◆ **PROMPT**
Look for the word "Format" in the data below, and copy every line that holds it.

◆ **DATA PROVIDED**
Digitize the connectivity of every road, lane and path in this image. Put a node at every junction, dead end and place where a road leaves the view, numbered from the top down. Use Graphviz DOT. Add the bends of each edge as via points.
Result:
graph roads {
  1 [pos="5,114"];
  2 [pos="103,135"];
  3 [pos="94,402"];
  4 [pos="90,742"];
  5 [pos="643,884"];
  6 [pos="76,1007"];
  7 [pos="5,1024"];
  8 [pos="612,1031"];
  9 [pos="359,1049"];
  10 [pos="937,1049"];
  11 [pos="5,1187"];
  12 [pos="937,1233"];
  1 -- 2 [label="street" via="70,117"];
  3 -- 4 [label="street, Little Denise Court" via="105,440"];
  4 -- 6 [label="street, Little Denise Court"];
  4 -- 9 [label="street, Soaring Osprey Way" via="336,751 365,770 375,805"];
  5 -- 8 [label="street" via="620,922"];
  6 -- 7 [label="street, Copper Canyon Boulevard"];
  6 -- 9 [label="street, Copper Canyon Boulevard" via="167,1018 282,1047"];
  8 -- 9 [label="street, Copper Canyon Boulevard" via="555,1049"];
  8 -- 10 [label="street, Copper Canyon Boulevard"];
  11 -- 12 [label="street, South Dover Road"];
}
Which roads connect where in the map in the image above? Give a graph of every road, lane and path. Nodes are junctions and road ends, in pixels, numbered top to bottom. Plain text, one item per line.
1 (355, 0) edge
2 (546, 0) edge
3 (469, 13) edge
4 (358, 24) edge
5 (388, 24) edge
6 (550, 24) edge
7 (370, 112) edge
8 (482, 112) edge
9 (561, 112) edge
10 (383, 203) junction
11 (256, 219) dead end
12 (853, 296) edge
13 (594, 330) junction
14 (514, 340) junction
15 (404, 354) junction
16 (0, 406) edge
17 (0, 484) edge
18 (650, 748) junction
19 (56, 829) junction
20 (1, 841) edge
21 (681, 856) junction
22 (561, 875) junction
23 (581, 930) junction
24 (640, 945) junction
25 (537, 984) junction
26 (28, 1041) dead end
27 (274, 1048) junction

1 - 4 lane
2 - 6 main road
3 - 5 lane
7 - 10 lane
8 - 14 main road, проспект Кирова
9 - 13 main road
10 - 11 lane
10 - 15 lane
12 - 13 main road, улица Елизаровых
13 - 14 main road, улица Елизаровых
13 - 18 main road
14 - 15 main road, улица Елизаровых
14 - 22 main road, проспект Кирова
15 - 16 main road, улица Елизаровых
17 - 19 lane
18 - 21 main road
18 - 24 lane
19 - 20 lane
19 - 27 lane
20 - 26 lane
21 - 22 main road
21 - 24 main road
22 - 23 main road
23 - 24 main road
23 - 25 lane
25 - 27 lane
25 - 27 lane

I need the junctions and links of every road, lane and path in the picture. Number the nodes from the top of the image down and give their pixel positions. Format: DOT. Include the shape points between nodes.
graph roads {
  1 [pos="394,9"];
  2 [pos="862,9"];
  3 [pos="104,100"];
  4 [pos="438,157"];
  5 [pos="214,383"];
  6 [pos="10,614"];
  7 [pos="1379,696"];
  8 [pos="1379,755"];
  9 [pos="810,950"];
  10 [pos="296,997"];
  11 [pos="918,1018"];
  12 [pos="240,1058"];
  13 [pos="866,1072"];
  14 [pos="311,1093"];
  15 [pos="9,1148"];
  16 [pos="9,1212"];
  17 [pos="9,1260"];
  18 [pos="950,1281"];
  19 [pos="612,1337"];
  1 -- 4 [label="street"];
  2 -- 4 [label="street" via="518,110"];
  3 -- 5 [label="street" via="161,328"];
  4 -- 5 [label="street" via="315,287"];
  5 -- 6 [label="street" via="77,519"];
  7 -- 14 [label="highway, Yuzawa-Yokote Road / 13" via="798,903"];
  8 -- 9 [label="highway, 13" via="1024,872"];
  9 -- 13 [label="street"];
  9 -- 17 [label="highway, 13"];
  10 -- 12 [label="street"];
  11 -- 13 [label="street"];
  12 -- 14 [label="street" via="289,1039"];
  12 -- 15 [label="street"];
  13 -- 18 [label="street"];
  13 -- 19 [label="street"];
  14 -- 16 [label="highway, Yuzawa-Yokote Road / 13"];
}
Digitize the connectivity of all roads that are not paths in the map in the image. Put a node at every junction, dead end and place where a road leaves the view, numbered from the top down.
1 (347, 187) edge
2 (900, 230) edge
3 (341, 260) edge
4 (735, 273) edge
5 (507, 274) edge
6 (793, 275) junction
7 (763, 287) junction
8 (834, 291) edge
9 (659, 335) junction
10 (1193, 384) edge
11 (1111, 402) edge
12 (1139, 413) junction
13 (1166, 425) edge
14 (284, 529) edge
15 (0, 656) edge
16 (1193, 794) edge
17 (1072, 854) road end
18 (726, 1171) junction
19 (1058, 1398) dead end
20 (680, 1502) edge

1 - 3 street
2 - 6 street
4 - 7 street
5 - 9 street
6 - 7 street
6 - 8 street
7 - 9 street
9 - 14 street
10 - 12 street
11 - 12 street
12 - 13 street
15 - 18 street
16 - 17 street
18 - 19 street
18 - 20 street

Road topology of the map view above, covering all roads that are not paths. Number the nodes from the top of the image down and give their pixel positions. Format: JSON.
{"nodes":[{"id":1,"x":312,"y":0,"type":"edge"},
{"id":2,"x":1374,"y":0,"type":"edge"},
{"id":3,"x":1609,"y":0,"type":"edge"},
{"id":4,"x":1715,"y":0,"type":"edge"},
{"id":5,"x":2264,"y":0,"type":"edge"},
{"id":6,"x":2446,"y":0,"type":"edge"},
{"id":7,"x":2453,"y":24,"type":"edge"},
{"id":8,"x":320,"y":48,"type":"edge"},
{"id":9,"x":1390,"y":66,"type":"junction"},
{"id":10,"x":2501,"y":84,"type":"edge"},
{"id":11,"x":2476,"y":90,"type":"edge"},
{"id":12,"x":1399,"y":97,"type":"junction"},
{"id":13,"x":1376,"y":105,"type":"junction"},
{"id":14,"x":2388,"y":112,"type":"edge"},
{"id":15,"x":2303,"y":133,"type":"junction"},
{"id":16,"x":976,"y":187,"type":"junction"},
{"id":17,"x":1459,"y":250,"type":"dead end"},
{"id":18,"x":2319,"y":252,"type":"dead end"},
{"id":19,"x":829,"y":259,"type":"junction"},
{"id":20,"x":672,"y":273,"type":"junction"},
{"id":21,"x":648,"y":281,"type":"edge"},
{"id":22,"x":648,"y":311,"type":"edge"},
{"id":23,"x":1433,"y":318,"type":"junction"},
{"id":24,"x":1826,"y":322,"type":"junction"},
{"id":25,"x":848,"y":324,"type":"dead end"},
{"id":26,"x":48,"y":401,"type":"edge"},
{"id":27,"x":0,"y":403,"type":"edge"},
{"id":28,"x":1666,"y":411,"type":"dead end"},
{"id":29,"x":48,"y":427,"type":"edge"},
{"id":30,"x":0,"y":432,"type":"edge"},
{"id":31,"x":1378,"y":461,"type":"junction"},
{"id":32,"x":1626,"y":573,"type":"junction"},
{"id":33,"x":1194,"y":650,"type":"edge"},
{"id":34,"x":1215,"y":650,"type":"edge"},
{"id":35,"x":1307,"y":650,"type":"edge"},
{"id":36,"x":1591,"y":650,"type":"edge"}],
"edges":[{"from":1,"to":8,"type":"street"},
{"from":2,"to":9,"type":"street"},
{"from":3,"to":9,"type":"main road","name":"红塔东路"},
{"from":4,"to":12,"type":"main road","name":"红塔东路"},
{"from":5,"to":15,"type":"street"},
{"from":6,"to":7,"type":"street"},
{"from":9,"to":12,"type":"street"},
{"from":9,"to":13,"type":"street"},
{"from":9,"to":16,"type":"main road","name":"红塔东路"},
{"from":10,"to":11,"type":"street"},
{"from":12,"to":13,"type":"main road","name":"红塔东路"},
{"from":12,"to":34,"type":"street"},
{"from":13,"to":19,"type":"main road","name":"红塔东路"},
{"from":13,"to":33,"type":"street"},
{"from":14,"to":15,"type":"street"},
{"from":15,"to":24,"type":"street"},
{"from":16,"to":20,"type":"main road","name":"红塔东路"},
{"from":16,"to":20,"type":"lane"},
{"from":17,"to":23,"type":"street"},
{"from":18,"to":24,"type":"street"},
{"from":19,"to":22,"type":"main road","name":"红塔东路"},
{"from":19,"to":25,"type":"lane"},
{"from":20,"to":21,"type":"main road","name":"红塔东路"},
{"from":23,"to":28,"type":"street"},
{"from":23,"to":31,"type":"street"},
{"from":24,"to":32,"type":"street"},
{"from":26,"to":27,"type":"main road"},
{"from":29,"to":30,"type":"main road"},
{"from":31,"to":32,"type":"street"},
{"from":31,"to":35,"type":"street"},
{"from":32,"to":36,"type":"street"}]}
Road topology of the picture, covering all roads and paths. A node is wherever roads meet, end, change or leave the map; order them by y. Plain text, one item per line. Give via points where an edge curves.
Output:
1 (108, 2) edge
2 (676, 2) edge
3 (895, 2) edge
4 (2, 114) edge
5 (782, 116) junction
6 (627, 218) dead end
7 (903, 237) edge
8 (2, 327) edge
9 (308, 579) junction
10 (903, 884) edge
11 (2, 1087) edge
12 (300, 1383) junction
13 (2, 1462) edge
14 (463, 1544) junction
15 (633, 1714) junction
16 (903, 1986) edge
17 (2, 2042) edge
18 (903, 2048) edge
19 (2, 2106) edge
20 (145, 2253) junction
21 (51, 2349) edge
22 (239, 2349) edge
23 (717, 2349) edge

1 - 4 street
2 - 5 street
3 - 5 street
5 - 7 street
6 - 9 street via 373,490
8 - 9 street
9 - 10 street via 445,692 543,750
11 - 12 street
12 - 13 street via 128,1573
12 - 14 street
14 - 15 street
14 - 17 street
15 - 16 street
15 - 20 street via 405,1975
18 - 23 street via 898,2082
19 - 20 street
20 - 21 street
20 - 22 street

◆ **PROBLEM SOLUTION**
I need the junctions and links of every road, lane and path in the picture. Number the nodes from the top of the image down and give their pixel positions. Format: DOT. Include the shape points between nodes.
Road topology of the map view above, covering all roads that are not paths. Number the nodes from the top of the image down and give their pixel positions. Format: JSON.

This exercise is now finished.